Apa
Kabar Revolusi Mental Jokowi
Abdillah Toha ; Pemerhati Politik
|
KOMPAS,
28 November
2017
Gegap gempita pemberitaan tentang Setya
Novanto seharusnya membangunkan bangsa ini dari tidurnya yang lelap. Ketika
kita ramai-ramai menghujat Setya Novanto (SN), sebenarnya kita sedang
mengecam sistem sosial politik (sospol) kita yang jauh dari harapan rakyat.
SN adalah bagian tak terpisahkan dari sistem sospol itu. SN berkali-kali
berhasil lolos dari jeratan hukum dengan memanfaatkan sistem yang ada.
Kekayaan yang berlimpah sanggup membuatnya bisa membiayai partai atau siapa
saja untuk berada di pihaknya.
Ketika politisi dan pejabat pemerintah
melihat kedudukan dan kekuasaan bukan sebagai alat untuk mengabdi kepada
rakyat tetapi untuk diri sendiri atau kelompoknya, maka setiap peristiwa
punya harga dalam rupiah atau dollar. Ketika parpol menggantungkan pembiayaan
partai dari sumber dana satu dua orang, maka partai bukan milik anggotanya, melainkan
sekadar instrumen bagi kepentingan pendana.
Ketika untuk menjadi anggota DPR harus
mengeluarkan tak sedikit biaya kampanye, maka DPR adalah tempat kerja untuk
mengembalikan modal politisi dengan laba cukup. Ketika penegak hukum hakim,
jaksa, polisi, dan pengacara melihat kasus hukum sebagai barang dagangan,
maka terjadilah transaksi di bawah meja untuk berbagi keuntungan. Pengacara
bukan lagi pendamping dalam mencari celah hukum yang dapat meringankan
kliennya, melainkan sebagai makelar dan negosiator bisnis kasus. Jaksa telah
menjadi penjual pasal dan hakim penentu harga.
Ketika auditor negara bukan bertugas
menyampaikan temuan yang benar dan mewujudkan sistem kendali keuangan yang
efektif, tetapi sebagai alat untuk menawarkan laporan WTP (wajar tanpa
pengecualian), maka auditor telah jadi perusak sistem akuntabilitas pejabat.
Ketika mereka yang memanggul senjata tak boleh disentuh oleh hukum, maka
mereka telah menggagalkan sistem supremasi sipil.

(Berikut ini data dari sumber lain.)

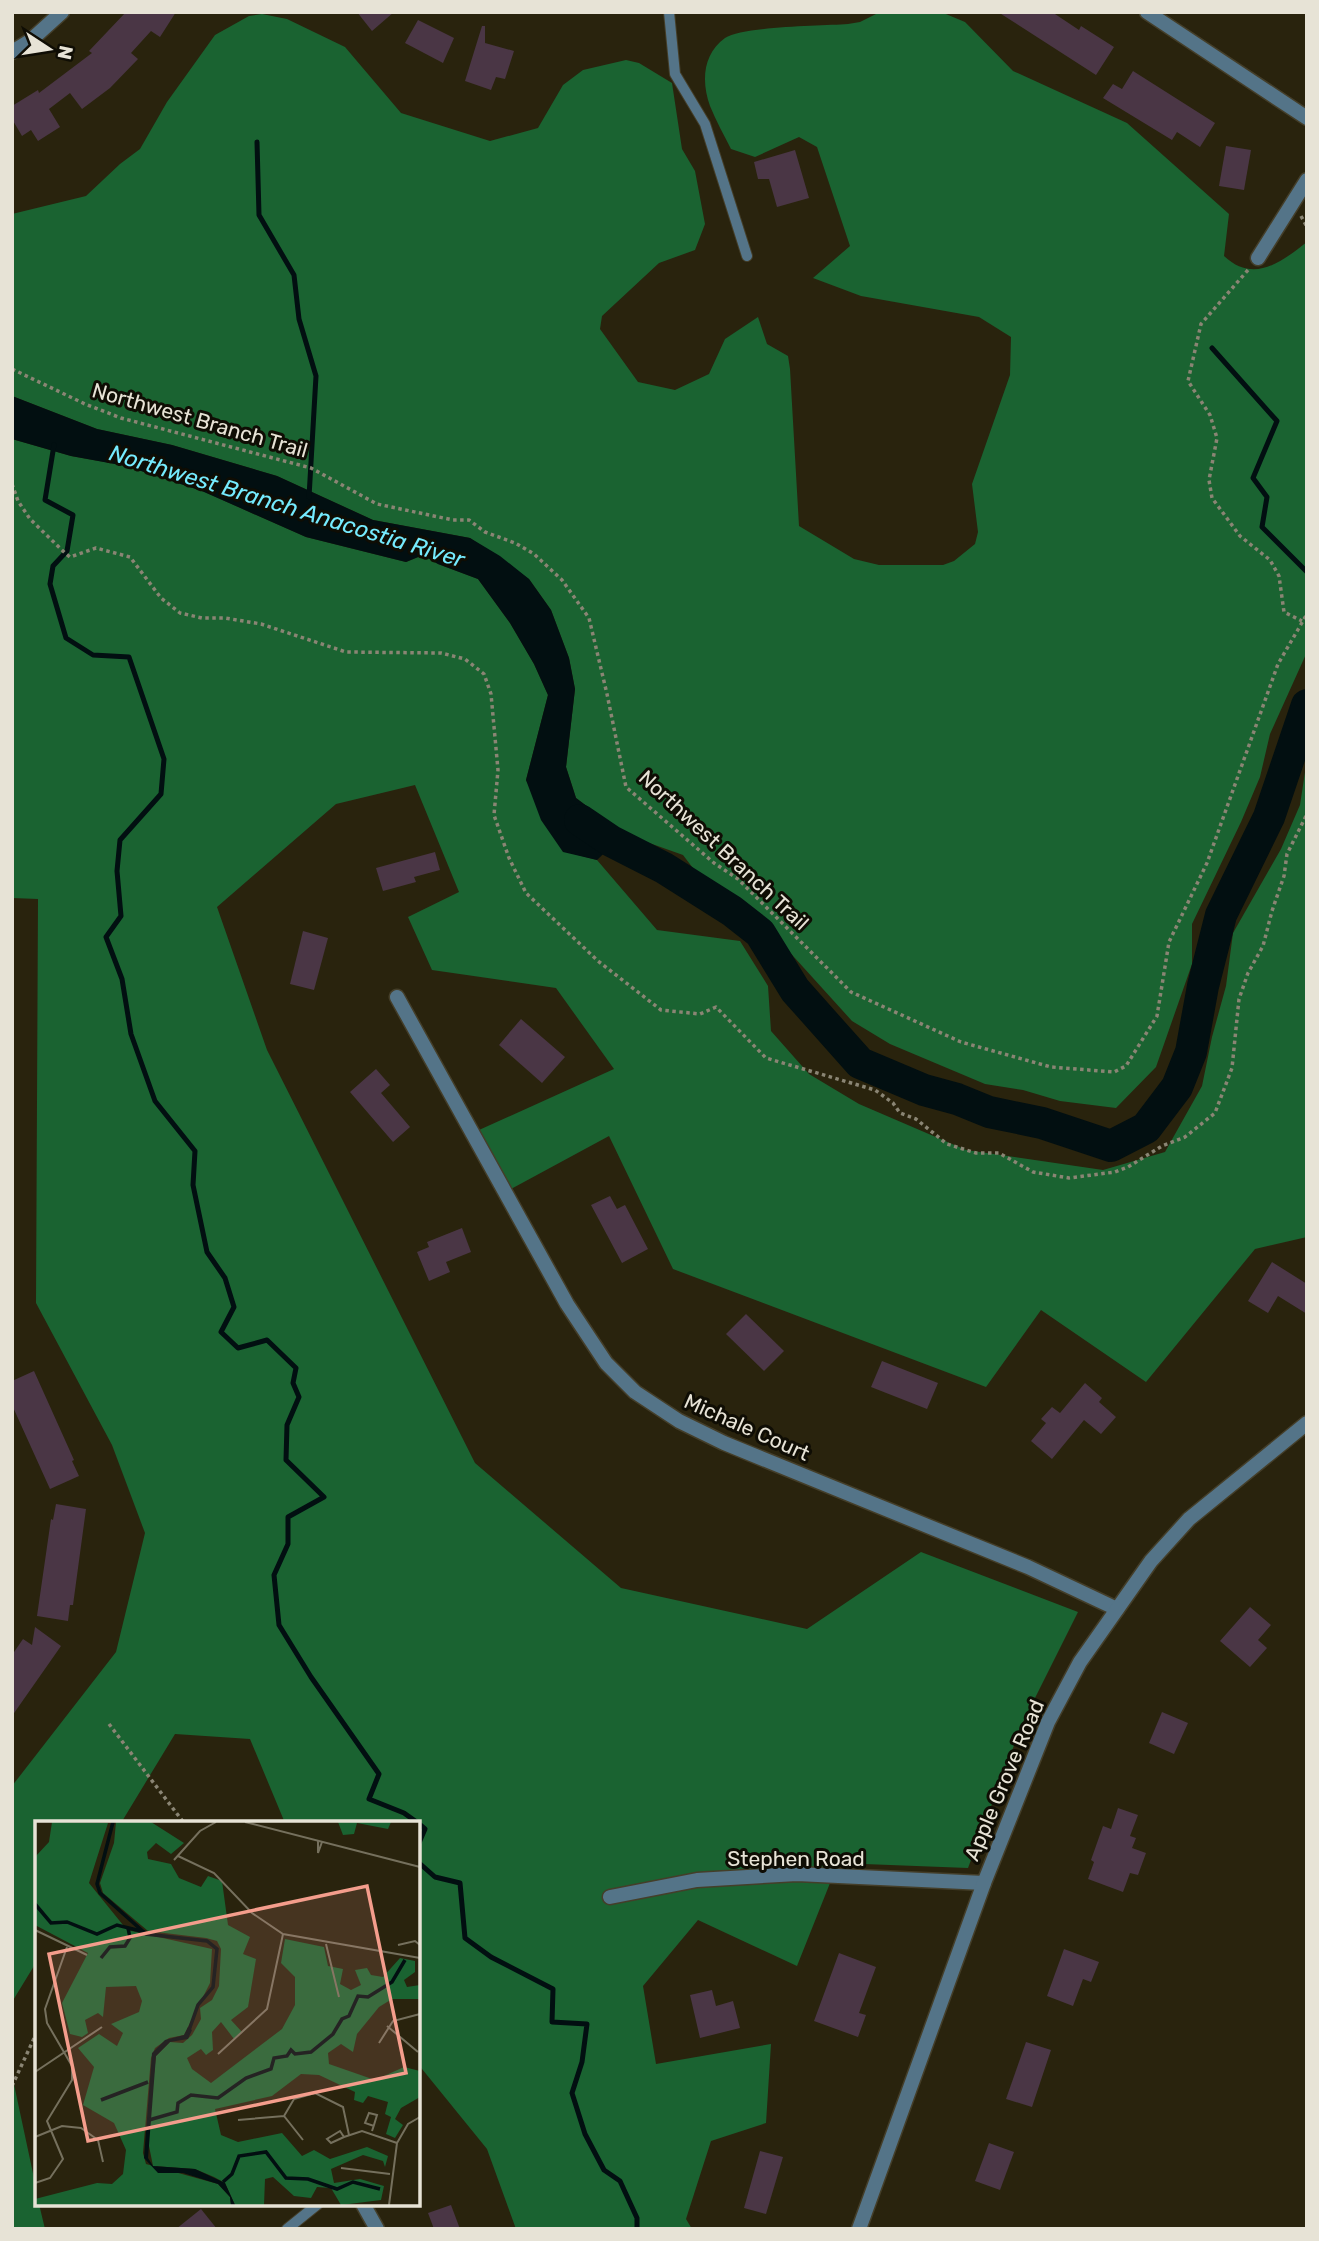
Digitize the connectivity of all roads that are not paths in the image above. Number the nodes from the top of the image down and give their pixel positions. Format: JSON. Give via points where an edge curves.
{"nodes":[{"id":1,"x":62,"y":12,"type":"edge"},
{"id":2,"x":669,"y":12,"type":"edge"},
{"id":3,"x":1147,"y":12,"type":"edge"},
{"id":4,"x":12,"y":52,"type":"edge"},
{"id":5,"x":1307,"y":118,"type":"edge"},
{"id":6,"x":1307,"y":180,"type":"edge"},
{"id":7,"x":747,"y":256,"type":"dead end"},
{"id":8,"x":1258,"y":258,"type":"road end"},
{"id":9,"x":397,"y":997,"type":"dead end"},
{"id":10,"x":1307,"y":1423,"type":"edge"},
{"id":11,"x":1117,"y":1609,"type":"junction"},
{"id":12,"x":984,"y":1883,"type":"junction"},
{"id":13,"x":610,"y":1897,"type":"dead end"},
{"id":14,"x":316,"y":2206,"type":"edge"},
{"id":15,"x":364,"y":2206,"type":"edge"},
{"id":16,"x":287,"y":2229,"type":"edge"},
{"id":17,"x":377,"y":2229,"type":"edge"},
{"id":18,"x":859,"y":2229,"type":"edge"}],
"edges":[{"from":1,"to":4,"type":"street"},
{"from":2,"to":7,"type":"lane","via":[[675,74],[705,124]]},
{"from":3,"to":5,"type":"street"},
{"from":6,"to":8,"type":"street"},
{"from":9,"to":11,"type":"street","name":"Michale Court","via":[[567,1304],[606,1363],[635,1392],[724,1443],[1028,1567]]},
{"from":10,"to":11,"type":"street","name":"Apple Grove Road","via":[[1189,1519]]},
{"from":11,"to":12,"type":"street","name":"Apple Grove Road","via":[[1080,1662],[1048,1722]]},
{"from":12,"to":13,"type":"street","name":"Stephen Road","via":[[797,1874],[697,1880]]},
{"from":12,"to":18,"type":"street","name":"Apple Grove Road"},
{"from":14,"to":16,"type":"lane"},
{"from":15,"to":17,"type":"street"}]}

Ketika otonomi daerah telah menciptakan
raja-raja kecil yang memindahkan kongkalikong dan KKN dari pusat ke daerah,
maka keadilan regional telah berubah menjadi pengisapan warga daerah. Ketika
ulama telah menjual diri kepada politisi yang haus kekuasaan dengan
mengkhotbahkan kebencian, maka agama telah menjadi sumber perpecahan dan
kemunduran peradaban.
Kinerja
revolusi mental
Bisa saja kita mengatakan bahwa apa yang
diuraikan di atas terlalu berlebihan. Keadaan kita tak seburuk itu. Proses
demokrasi memang tak mudah dan penuh tantangan sehingga kita harus sabar.
Namun, betapapun kita berupaya untuk membesarkan hati, hampir 20 tahun
setelah reformasi 1998 kita belum mencapai kemajuan yang berarti dalam tata
cara berpolitik yang sehat dan penyelenggaraan negara yang bersih dan efektif.

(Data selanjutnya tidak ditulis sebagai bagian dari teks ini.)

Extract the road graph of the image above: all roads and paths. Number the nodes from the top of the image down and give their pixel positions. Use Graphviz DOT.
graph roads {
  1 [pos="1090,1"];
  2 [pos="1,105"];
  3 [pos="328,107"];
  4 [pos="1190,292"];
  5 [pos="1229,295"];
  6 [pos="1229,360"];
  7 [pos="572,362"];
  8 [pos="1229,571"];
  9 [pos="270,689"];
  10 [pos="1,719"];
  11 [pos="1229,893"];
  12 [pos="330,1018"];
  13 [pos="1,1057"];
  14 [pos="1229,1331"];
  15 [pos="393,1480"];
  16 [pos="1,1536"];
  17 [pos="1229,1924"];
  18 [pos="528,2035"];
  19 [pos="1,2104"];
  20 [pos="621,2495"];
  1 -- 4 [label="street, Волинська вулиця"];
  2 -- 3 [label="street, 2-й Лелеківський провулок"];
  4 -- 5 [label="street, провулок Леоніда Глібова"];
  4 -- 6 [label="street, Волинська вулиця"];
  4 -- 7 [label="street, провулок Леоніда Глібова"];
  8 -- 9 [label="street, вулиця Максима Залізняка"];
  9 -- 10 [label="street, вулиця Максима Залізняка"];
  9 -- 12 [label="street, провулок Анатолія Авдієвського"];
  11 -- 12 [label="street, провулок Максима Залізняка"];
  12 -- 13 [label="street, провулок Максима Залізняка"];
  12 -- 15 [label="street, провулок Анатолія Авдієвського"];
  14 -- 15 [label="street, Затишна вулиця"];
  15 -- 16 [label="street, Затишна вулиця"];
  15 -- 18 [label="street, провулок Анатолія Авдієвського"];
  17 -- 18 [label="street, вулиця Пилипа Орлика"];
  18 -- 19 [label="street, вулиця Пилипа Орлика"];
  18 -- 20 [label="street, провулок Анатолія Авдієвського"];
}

Gerakan reformasi 1998 yang dimotori
mahasiswa dan menjatuhkan rezim otoriter Soeharto yang berkuasa 32 tahun
mengagendakan enam tujuan utama. Adili Soeharto dan kroni-kroninya,
laksanakan amandemen UUD 1945, hapuskan Dwifungsi ABRI, pelaksanaan otonomi
daerah seluas-luasnya, tegakkan supremasi hukum, dan ciptakan pemerintahan
bersih dari KKN.
Sebagian dari agenda itu gagal total
seperti dalam upaya mengadili Soeharto. Sisanya, tak sepenuhnya tercapai
sesuai kehendak, semangat, dan cita-cita murni para mahasiswa dan pemuda saat
itu. Kita kemudian bertanya apakah bila demikian bangsa ini perlu reformasi
jilid dua?
Ketika Jokowi terpilih sebagai presiden
ketujuh RI, banyak dari kita yang berbesar hati dan penuh harapan karena
presiden terpilih tidak hanya akan membangun ekonomi yang berkeadilan, tetapi
juga mencanangkan agenda penting revolusi mental untuk mewujudkan budaya baru
bangsa yang berkeadaban.
Rencana yang sudah diatur dalam instruksi
presiden tahun 2016 tentang Gerakan Nasional Revolusi Mental berisi lima
program yang harus digalakkan: Program Gerakan Indonesia Melayani, Program
Gerakan Indonesia Bersih, Program Gerakan Indonesia Tertib, Program Gerakan
Indonesia Mandiri, dan Program Gerakan Indonesia Bersatu (Kompas, 11/1).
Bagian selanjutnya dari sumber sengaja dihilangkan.